Insomma, nel corso del 1961, tanti buoni motivi m'inducevano a nutrire un forte senso di orgoglio e fiducia nel mio Paese, pur nella consapevolezza dei numerosi problemi rimasti irrisolti.
D'altra parte, nella ricorrenza del primo centenario dell'Unità nazionale, ero portato a riconoscere, senza per questo indulgere alla retorica, come fosse stata un'impresa storica straordinaria, considerate le difficoltà obiettive in cui era avvenuta, quella conclusasi con l'indipendenza e la costituzione di uno Stato unitario. Tanto più che, essendo fra i collaboratori della Mostra storica dedicata, nelle sale di Palazzo Carignano, alla rievocazione del Risorgimento, mi ero trovato a rivivere quegli eventi, per così dire in "presa diretta", attraverso la raccolta e la consultazione di alcuni significativi documenti dell'epoca.
In quelle stesse settimane avevo avuto modo di prendere visione, con un salto nel tempo di cent'anni, delle più recenti realizzazioni del nostro Paese messe in vetrina nell'Esposizione Internazionale di "Italia '61", inaugurata ai primi di maggio. Il giudizio lusinghiero che ne avevo riportato era dovuto anche al fatto che l'allestimento dei vari padiglioni fosse opera dei nomi più prestigiosi dell'architettura italiana. In particolare, notevole ammirazione riscuotevano il Palazzo del Lavoro, firmato da Pier Luigi Nervi, un gigantesco parallelepipedo con 16 ombrelli metallici e pilastri alti più di 20 metri, e un autentico gioiello come il Palazzo a Vela, in cemento armato ma dall'aspetto quasi etereo.

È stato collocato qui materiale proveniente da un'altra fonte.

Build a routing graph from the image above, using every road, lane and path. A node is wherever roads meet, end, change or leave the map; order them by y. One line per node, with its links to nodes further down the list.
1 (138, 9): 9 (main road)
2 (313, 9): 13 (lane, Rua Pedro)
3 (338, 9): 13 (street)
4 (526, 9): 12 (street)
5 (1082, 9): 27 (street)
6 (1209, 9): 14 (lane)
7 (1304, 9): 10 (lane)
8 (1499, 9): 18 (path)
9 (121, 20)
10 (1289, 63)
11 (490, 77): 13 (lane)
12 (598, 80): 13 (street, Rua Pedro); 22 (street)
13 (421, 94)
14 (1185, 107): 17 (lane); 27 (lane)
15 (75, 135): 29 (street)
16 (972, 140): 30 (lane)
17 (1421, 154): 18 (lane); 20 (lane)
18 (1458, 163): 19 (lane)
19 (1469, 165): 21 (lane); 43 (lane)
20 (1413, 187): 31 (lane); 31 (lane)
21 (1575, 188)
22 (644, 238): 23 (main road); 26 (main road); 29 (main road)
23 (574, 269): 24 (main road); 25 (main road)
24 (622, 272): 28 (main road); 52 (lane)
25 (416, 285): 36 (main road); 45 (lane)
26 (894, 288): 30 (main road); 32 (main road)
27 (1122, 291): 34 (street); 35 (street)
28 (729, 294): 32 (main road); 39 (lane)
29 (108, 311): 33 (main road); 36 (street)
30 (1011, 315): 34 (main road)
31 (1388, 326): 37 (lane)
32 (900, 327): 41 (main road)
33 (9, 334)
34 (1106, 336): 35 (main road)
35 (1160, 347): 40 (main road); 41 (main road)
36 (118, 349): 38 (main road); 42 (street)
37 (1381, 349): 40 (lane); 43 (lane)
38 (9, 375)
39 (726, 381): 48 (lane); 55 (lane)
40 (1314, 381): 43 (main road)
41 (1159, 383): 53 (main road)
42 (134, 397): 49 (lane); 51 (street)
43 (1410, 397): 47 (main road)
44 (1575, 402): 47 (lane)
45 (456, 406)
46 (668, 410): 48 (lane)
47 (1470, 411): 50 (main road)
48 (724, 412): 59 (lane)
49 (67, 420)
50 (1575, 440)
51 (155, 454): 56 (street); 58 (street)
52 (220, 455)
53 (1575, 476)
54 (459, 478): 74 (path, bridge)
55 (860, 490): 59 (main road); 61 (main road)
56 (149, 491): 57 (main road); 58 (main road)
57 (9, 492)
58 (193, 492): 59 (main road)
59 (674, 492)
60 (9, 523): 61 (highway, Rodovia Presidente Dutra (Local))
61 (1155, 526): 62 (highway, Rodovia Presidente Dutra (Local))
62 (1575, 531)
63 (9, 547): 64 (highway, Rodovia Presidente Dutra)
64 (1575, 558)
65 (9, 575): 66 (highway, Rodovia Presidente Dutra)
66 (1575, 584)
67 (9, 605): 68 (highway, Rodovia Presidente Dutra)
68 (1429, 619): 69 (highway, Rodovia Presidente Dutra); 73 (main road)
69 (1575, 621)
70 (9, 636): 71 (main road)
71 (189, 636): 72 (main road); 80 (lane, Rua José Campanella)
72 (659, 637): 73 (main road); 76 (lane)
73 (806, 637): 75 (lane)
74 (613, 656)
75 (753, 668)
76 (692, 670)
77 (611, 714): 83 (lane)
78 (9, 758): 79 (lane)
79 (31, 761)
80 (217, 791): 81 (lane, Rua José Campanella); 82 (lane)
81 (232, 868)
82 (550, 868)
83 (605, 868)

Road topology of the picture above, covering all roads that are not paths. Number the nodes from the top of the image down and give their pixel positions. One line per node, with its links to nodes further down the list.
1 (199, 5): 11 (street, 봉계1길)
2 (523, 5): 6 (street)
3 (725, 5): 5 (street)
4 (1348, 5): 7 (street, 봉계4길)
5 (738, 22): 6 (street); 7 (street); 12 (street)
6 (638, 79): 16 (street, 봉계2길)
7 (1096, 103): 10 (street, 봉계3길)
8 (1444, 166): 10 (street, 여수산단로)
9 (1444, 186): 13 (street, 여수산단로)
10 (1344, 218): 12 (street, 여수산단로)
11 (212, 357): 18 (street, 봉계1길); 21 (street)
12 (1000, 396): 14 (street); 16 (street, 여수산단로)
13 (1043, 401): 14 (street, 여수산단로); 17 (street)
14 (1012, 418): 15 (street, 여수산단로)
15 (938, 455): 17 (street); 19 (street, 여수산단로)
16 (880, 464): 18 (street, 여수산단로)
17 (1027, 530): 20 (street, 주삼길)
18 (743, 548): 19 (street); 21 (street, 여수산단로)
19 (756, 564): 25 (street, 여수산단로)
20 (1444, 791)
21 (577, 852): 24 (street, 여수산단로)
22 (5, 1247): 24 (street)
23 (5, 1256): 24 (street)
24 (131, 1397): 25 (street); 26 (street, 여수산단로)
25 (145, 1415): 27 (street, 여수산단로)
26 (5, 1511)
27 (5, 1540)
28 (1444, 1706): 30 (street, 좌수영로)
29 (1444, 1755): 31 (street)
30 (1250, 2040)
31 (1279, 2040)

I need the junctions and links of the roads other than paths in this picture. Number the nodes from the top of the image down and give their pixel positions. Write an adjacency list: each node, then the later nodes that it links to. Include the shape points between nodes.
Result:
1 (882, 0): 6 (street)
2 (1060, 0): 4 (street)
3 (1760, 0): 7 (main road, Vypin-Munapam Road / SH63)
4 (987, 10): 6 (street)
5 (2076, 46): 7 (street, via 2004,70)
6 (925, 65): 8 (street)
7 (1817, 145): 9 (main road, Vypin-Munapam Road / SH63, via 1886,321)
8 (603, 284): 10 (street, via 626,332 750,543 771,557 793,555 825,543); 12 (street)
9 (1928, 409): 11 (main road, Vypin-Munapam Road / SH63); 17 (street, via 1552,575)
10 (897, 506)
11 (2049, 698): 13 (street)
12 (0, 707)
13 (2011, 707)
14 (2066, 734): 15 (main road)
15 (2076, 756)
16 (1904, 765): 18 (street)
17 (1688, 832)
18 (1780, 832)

Un ultimo motivo, ma certo non secondario, che m'induceva a confidare nel futuro del nostro Paese, era il convincimento che si sarebbe rafforzato il senso di appartenenza e d'identità nazionale degli italiani, incontrandosi e conoscendosi non più nei campi di battaglia. A Torino e nella sua "cintura" stava infatti affluendo, in cerca di lavoro e di una sorte migliore, una massa d'immigrati. Nel 1961 erano approdate più di 60mila persone, provenienti in gran parte dal Sud; e nel biennio successivo questo fenomeno avrebbe assunto dimensioni ancora più imponenti.
Beninteso, non credevo che sarebbe subito avvenuta un'integrazione dei nuovi arrivati. Ma nell'ambiente culturale torinese, di orientamenti liberal-progressisti, che frequentavo, prevaleva l'opinione che istituzioni pubbliche, scuola e giornali avrebbero assecondato una civile convivenza fra piemontesi e meridionali. In realtà, a favorire gradualmente un clima di comprensione e solidarietà fra due differenti universi fu soprattutto l'esperienza comune di lavoro maturata in fabbrica, nell'ambito di un'organizzazione fordista della produzione che, non solo alla Fiat, stava livellando anche le mansioni dell'"aristocrazia operaia" torinese d'un tempo. Il resto, lo fecero le parrocchie nella vita collettiva dei quartieri.

In sostanza, il motivo preminente della mia fierezza di allora, quale cittadino italiano, e della mia profonda fiducia nell'avvenire, analoga d'altronde a quella di molti miei coetanei, consisteva per lo più nell'importanza cruciale che attribuivamo alla nuova vocazione industrialista del nostro Paese e alle sue proiezioni modernizzatrici. Ritenevamo che il mondo dell'impresa e del lavoro, purché convogliato su traiettorie più dinamiche, e con un valido modello di relazioni industriali (come quello olivettiano), avrebbe svolto una funzione demiurgica: avrebbe potuto trasformare non solo l'economia ma la società italiana eliminando man mano il dualismo fra Nord e Sud, e creando nuove risorse per il progresso civile e la copertura di esigenze di carattere collettivo. E credevano che in tal modo si sarebbero anche rafforzate le fondamenta del sistema democratico e ampliati i diritti di cittadinanza sociale.

D'altronde, si era alla vigilia della svolta verso il centro-sinistra, avallata - così si pensava - dalla nuova America di Kennedy. E molte aspettative suscitava l'idea di una programmazione che coniugasse keynesismo e Welfare con una "politica dei redditi". Più tardi, si dirà che si trattava di un "libro dei sogni".
Eppure, a ripensarci adesso, il fatto che allora credessimo, in tanti della mia generazione, nella validità di una strategia riformista "lib-lab", quale strada maestra per il futuro del nostro Paese, non era un peccato di gioventù. Poiché essa si ripropone, sia pur con le debite varianti, ai giorni nostri.